Exercise: Among the entries below, find every line that contains the string "include", then copy it.
[Start of Attachment]
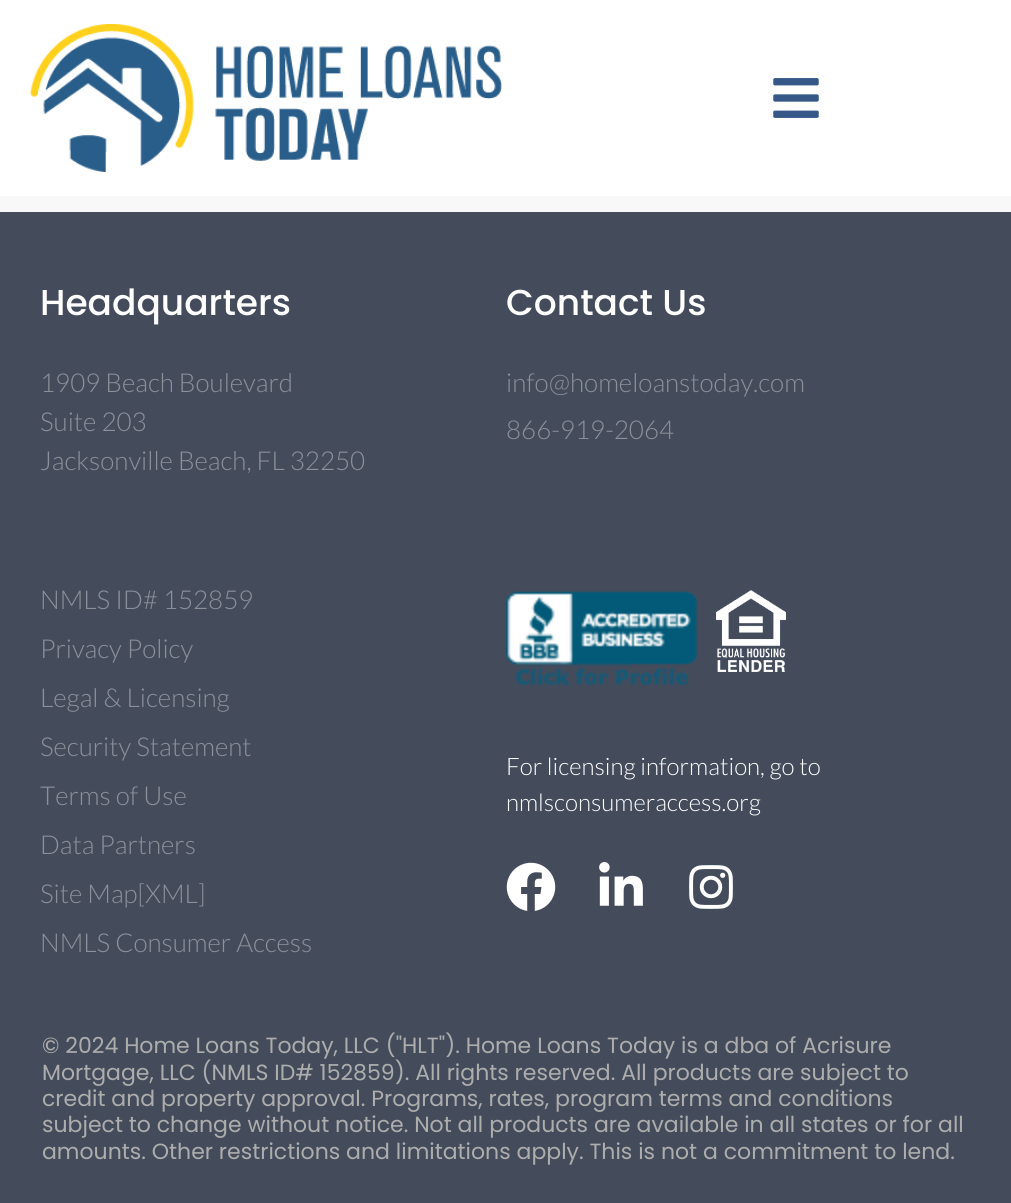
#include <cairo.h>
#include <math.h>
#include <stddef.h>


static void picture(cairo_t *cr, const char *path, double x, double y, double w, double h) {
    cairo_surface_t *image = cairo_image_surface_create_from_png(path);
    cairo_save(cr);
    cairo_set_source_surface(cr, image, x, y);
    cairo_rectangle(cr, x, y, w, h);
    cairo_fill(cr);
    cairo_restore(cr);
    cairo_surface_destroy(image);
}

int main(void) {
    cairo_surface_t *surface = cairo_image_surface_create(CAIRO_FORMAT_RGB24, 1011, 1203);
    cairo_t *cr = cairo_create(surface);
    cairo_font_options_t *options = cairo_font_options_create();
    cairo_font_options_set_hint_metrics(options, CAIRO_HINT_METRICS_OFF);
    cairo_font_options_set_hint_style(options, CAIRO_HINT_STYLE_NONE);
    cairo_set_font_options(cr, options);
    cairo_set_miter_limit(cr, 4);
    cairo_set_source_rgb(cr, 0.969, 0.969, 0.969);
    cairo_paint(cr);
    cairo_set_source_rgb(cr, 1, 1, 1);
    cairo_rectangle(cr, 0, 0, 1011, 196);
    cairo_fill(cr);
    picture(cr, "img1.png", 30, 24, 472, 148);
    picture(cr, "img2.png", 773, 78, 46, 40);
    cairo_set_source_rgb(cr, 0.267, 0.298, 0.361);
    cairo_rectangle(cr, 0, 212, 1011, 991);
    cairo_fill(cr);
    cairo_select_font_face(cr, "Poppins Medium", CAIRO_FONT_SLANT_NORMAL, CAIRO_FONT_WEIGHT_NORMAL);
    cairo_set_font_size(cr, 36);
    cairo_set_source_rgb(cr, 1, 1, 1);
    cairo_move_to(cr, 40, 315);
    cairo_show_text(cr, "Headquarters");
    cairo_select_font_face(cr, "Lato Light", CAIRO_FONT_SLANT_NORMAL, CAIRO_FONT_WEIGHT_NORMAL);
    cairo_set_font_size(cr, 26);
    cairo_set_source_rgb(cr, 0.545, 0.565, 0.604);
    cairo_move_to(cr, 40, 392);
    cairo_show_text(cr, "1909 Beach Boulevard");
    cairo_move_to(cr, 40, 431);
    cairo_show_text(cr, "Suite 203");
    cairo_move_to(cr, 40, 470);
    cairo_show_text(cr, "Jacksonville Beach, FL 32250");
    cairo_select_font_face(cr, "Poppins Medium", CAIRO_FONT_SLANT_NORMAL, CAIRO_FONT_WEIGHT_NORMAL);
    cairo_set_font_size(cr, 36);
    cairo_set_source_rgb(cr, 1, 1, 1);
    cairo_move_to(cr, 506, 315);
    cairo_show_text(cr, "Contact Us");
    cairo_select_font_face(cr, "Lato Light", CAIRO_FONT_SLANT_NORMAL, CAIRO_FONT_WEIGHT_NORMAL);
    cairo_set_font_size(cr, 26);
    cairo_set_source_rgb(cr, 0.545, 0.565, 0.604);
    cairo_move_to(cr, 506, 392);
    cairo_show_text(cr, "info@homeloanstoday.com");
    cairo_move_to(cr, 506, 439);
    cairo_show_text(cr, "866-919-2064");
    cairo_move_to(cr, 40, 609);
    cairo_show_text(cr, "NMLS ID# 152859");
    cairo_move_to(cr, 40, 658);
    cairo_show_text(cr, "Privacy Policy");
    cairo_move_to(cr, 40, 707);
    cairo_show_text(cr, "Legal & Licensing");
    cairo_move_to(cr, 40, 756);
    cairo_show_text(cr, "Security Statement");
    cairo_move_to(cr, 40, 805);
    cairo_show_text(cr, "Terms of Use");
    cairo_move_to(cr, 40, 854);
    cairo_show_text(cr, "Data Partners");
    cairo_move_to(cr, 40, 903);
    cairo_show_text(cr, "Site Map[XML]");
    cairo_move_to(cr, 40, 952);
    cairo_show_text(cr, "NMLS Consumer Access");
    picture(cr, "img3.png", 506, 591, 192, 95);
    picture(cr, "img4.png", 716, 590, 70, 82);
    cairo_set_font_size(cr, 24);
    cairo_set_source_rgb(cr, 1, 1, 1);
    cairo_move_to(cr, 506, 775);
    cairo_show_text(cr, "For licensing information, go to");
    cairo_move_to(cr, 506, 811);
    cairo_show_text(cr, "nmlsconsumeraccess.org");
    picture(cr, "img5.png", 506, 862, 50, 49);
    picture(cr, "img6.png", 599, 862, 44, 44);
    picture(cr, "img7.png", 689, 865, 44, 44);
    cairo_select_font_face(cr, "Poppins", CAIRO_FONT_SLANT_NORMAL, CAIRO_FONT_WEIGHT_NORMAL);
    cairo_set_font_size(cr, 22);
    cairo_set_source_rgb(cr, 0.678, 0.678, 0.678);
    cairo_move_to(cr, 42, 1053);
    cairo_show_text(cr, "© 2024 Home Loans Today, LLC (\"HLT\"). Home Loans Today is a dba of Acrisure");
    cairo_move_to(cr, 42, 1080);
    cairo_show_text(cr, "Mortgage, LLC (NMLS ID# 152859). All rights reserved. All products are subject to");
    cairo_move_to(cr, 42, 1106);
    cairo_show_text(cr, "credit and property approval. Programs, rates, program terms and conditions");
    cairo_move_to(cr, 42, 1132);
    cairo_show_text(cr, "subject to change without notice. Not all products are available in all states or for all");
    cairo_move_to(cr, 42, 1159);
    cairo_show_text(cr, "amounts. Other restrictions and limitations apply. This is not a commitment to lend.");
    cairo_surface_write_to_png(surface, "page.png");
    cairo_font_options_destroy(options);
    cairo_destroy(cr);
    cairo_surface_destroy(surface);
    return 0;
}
[End of Attachment]
Task result:
#include <cairo.h>
#include <math.h>
#include <stddef.h>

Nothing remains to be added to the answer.